-- Listed records follows --
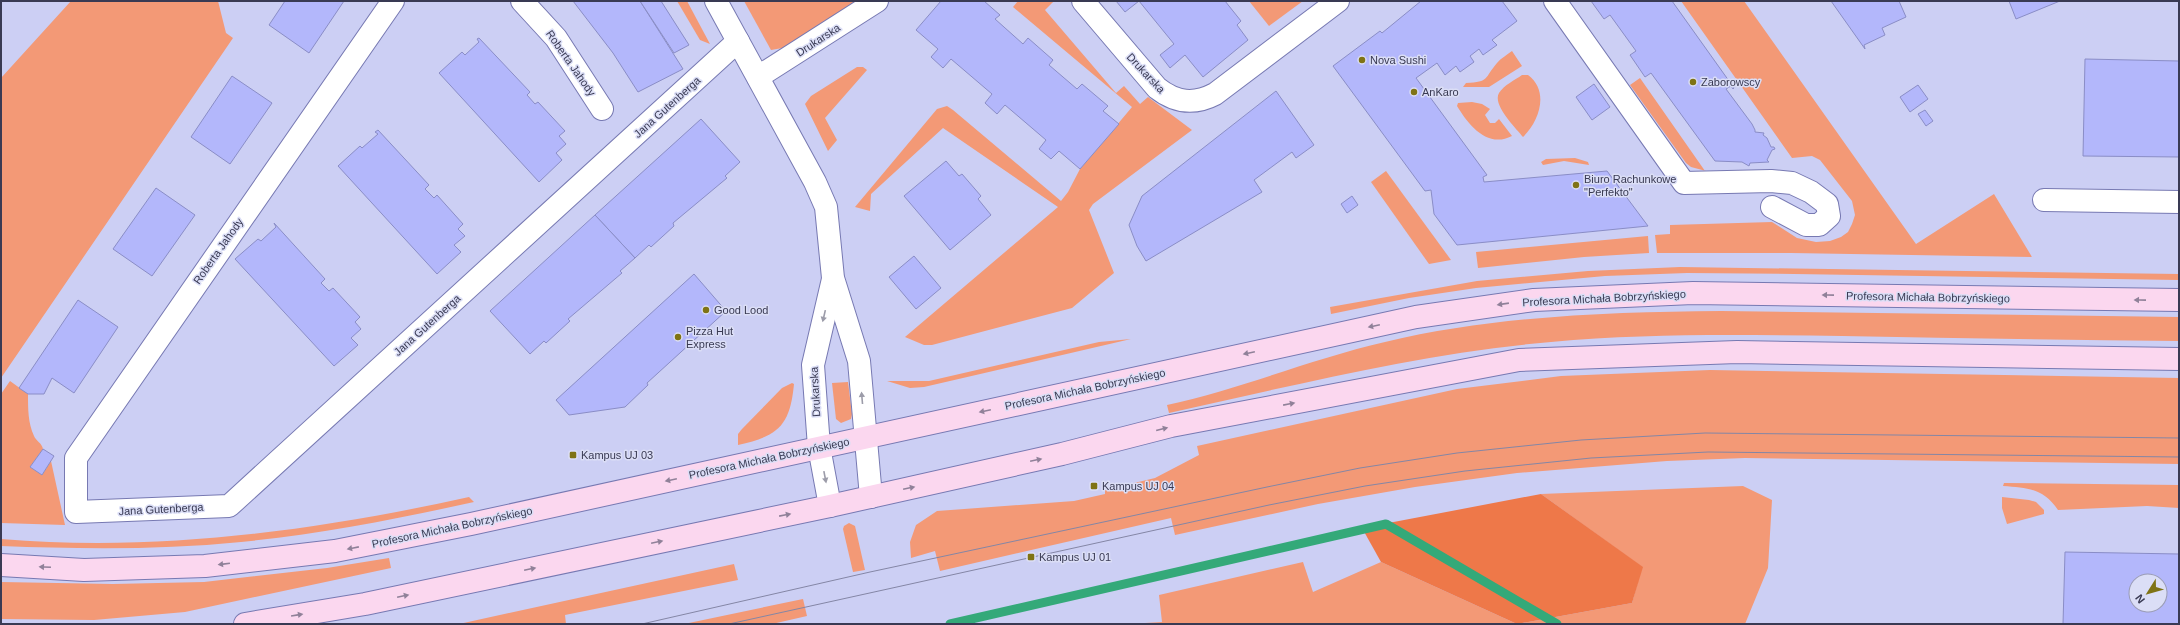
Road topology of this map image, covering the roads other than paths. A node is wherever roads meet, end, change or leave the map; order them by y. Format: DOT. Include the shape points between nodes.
graph roads {
  1 [pos="393,1"];
  2 [pos="522,1"];
  3 [pos="716,1"];
  4 [pos="877,1"];
  5 [pos="1083,1"];
  6 [pos="1338,1"];
  7 [pos="1555,1"];
  8 [pos="738,41"];
  9 [pos="758,77"];
  10 [pos="602,109"];
  11 [pos="2044,200"];
  12 [pos="2179,202"];
  13 [pos="1772,207"];
  14 [pos="833,278"];
  15 [pos="2179,300"];
  16 [pos="2179,359"];
  17 [pos="865,437"];
  18 [pos="819,447"];
  19 [pos="871,497"];
  20 [pos="830,506"];
  21 [pos="76,512"];
  22 [pos="1,565"];
  23 [pos="245,624"];
  1 -- 21 [label="street, Roberta Jahody" via="76,458"];
  2 -- 10 [label="street, Roberta Jahody" via="556,38"];
  3 -- 8 [label="street, Drukarska"];
  4 -- 9 [label="street, Drukarska"];
  5 -- 6 [label="street, Drukarska" via="1157,88 1183,102 1204,99 1215,94"];
  7 -- 13 [label="street" via="1684,183 1792,183 1811,192 1827,204 1829,216 1819,225 1806,225"];
  8 -- 9 [label="street, Drukarska"];
  8 -- 21 [label="street, Jana Gutenberga" via="229,506"];
  9 -- 14 [label="street, Drukarska" via="826,207"];
  11 -- 12 [label="street"];
  17 -- 14 [label="street, Drukarska, one-way" via="859,361"];
  14 -- 18 [label="street, Drukarska, one-way" via="813,364"];
  15 -- 17 [label="main road, Profesora Michała Bobrzyńskiego, one-way" via="1693,293 1534,300 1416,317"];
  19 -- 16 [label="main road, one-way" via="1062,454 1171,426 1519,360 1737,352"];
  17 -- 18 [label="main road, Profesora Michała Bobrzyńskiego"];
  17 -- 19 [label="street, Drukarska"];
  18 -- 20 [label="street, Drukarska, one-way"];
  18 -- 22 [label="main road, Profesora Michała Bobrzyńskiego, one-way" via="471,524 335,551 205,566 84,570"];
  19 -- 20 [label="main road"];
  23 -- 20 [label="main road, one-way" via="365,604"];
}
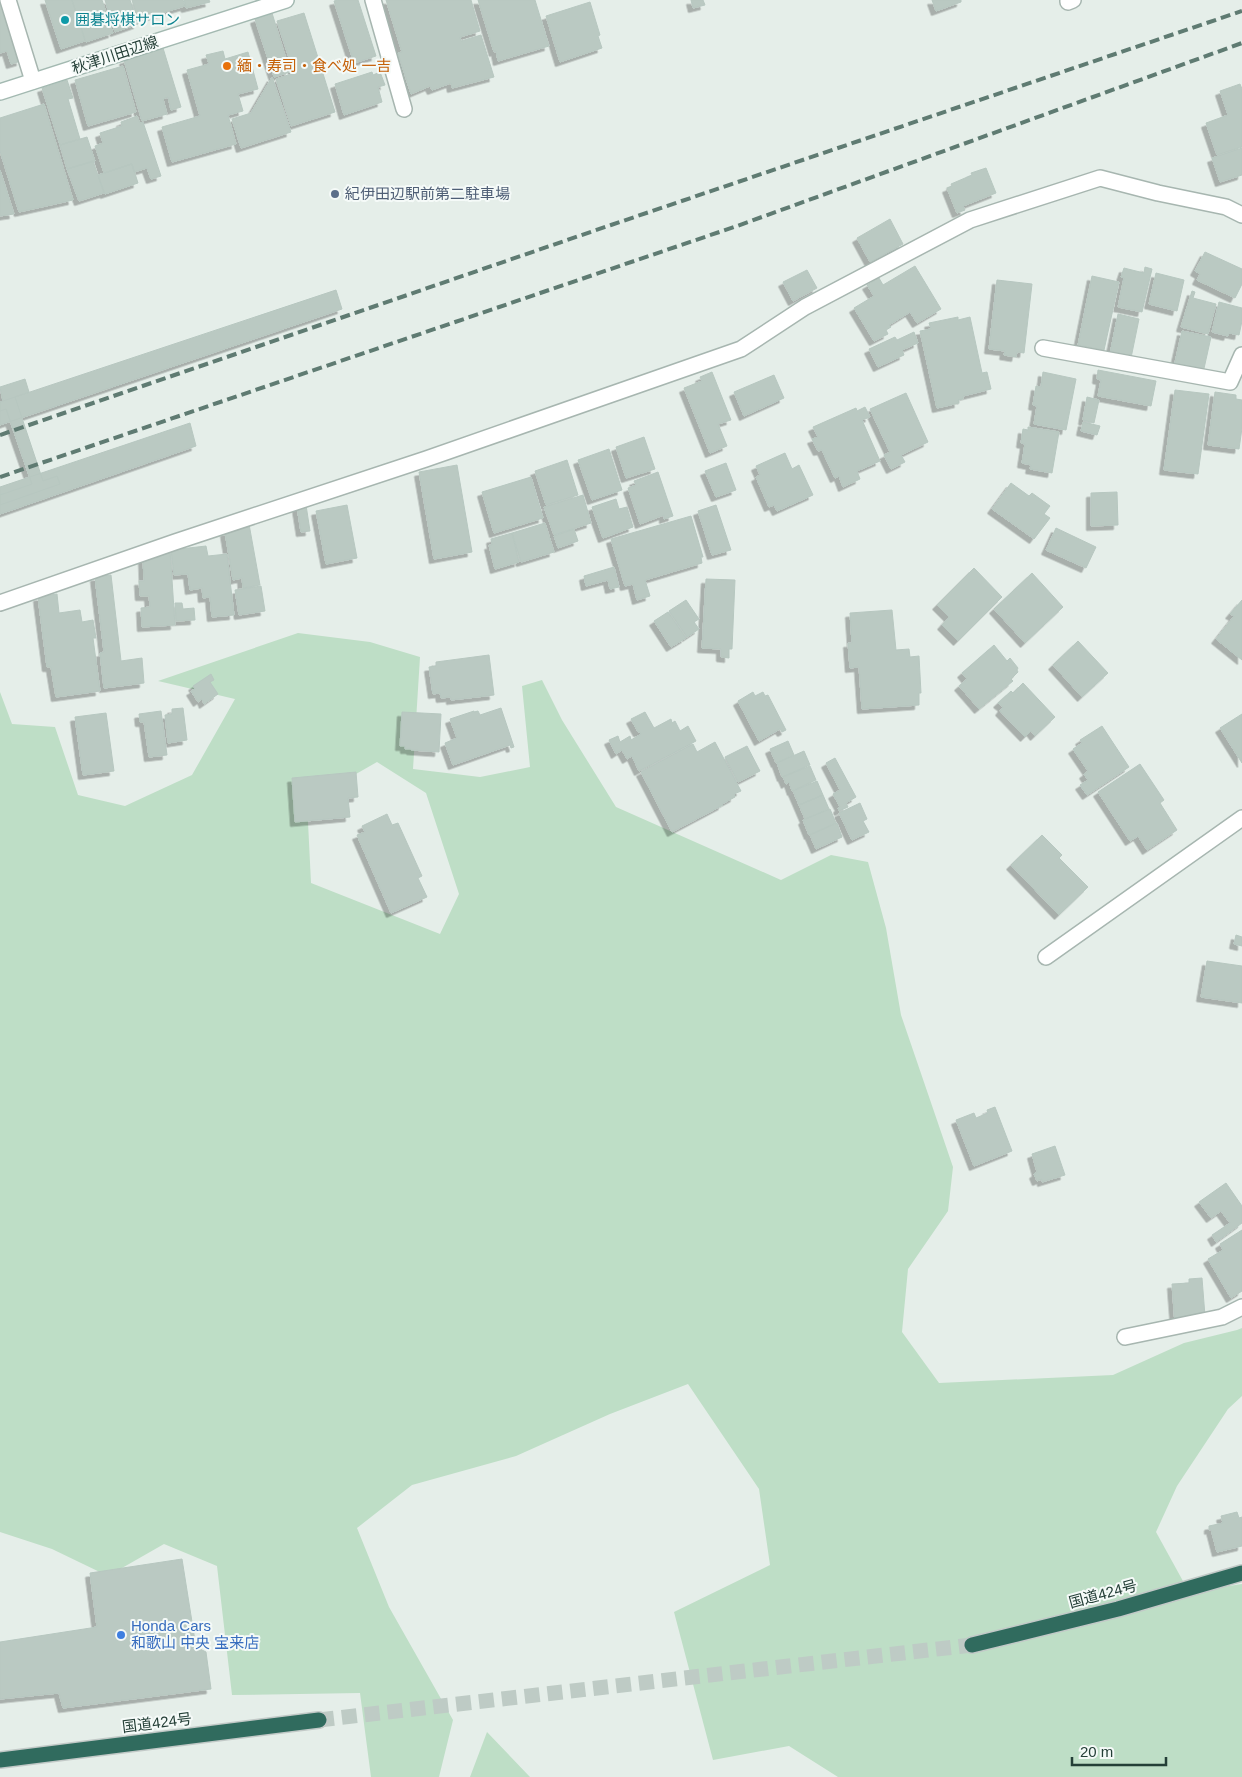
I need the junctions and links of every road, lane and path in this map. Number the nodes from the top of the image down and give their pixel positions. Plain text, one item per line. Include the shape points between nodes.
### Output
1 (8, 0) edge
2 (286, 0) edge
3 (373, 0) edge
4 (1068, 0) edge
5 (1073, 0) edge
6 (33, 82) junction
7 (0, 92) edge
8 (404, 109) dead end
9 (1242, 215) edge
10 (1043, 348) dead end
11 (1242, 355) edge
12 (0, 602) edge
13 (1242, 818) edge
14 (1046, 957) dead end
15 (1242, 1307) edge
16 (1125, 1336) dead end
17 (1242, 1573) edge
18 (972, 1645) tunnel mouth
19 (319, 1720) tunnel mouth
20 (0, 1760) edge

1 - 6 street
2 - 6 street, 秋津川田辺線
3 - 8 street
4 - 5 street
6 - 7 street, 秋津川田辺線
9 - 12 street via 1226,207 1100,178 970,220 805,307 741,350 426,460
10 - 11 street via 1230,382
13 - 14 street
15 - 16 street via 1222,1317
17 - 18 highway, 国道424号 via 1118,1610
19 - 20 highway, 国道424号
-- Listed records concluded --
Write out the data precisely as given, excluding the pictures.

Road topology of this map image, covering the roads other than paths. A node is wherever roads meet, end, change or leave the map; order them by y. Format: DOT. Include the shape points between nodes.
graph roads {
  1 [pos="393,1"];
  2 [pos="522,1"];
  3 [pos="716,1"];
  4 [pos="877,1"];
  5 [pos="1083,1"];
  6 [pos="1338,1"];
  7 [pos="1555,1"];
  8 [pos="738,41"];
  9 [pos="758,77"];
  10 [pos="602,109"];
  11 [pos="2044,200"];
  12 [pos="2179,202"];
  13 [pos="1772,207"];
  14 [pos="833,278"];
  15 [pos="2179,300"];
  16 [pos="2179,359"];
  17 [pos="865,437"];
  18 [pos="819,447"];
  19 [pos="871,497"];
  20 [pos="830,506"];
  21 [pos="76,512"];
  22 [pos="1,565"];
  23 [pos="245,624"];
  1 -- 21 [label="street, Roberta Jahody" via="76,458"];
  2 -- 10 [label="street, Roberta Jahody" via="556,38"];
  3 -- 8 [label="street, Drukarska"];
  4 -- 9 [label="street, Drukarska"];
  5 -- 6 [label="street, Drukarska" via="1157,88 1183,102 1204,99 1215,94"];
  7 -- 13 [label="street" via="1684,183 1792,183 1811,192 1827,204 1829,216 1819,225 1806,225"];
  8 -- 9 [label="street, Drukarska"];
  8 -- 21 [label="street, Jana Gutenberga" via="229,506"];
  9 -- 14 [label="street, Drukarska" via="826,207"];
  11 -- 12 [label="street"];
  17 -- 14 [label="street, Drukarska, one-way" via="859,361"];
  14 -- 18 [label="street, Drukarska, one-way" via="813,364"];
  15 -- 17 [label="main road, Profesora Michała Bobrzyńskiego, one-way" via="1693,293 1534,300 1416,317"];
  19 -- 16 [label="main road, one-way" via="1062,454 1171,426 1519,360 1737,352"];
  17 -- 18 [label="main road, Profesora Michała Bobrzyńskiego"];
  17 -- 19 [label="street, Drukarska"];
  18 -- 20 [label="street, Drukarska, one-way"];
  18 -- 22 [label="main road, Profesora Michała Bobrzyńskiego, one-way" via="471,524 335,551 205,566 84,570"];
  19 -- 20 [label="main road"];
  23 -- 20 [label="main road, one-way" via="365,604"];
}
I need the junctions and links of every road, lane and path in this map. Number the nodes from the top of the image down and give their pixel positions. Plain text, one item per line. Include the shape points between nodes.
### Output
1 (8, 0) edge
2 (286, 0) edge
3 (373, 0) edge
4 (1068, 0) edge
5 (1073, 0) edge
6 (33, 82) junction
7 (0, 92) edge
8 (404, 109) dead end
9 (1242, 215) edge
10 (1043, 348) dead end
11 (1242, 355) edge
12 (0, 602) edge
13 (1242, 818) edge
14 (1046, 957) dead end
15 (1242, 1307) edge
16 (1125, 1336) dead end
17 (1242, 1573) edge
18 (972, 1645) tunnel mouth
19 (319, 1720) tunnel mouth
20 (0, 1760) edge

1 - 6 street
2 - 6 street, 秋津川田辺線
3 - 8 street
4 - 5 street
6 - 7 street, 秋津川田辺線
9 - 12 street via 1226,207 1100,178 970,220 805,307 741,350 426,460
10 - 11 street via 1230,382
13 - 14 street
15 - 16 street via 1222,1317
17 - 18 highway, 国道424号 via 1118,1610
19 - 20 highway, 国道424号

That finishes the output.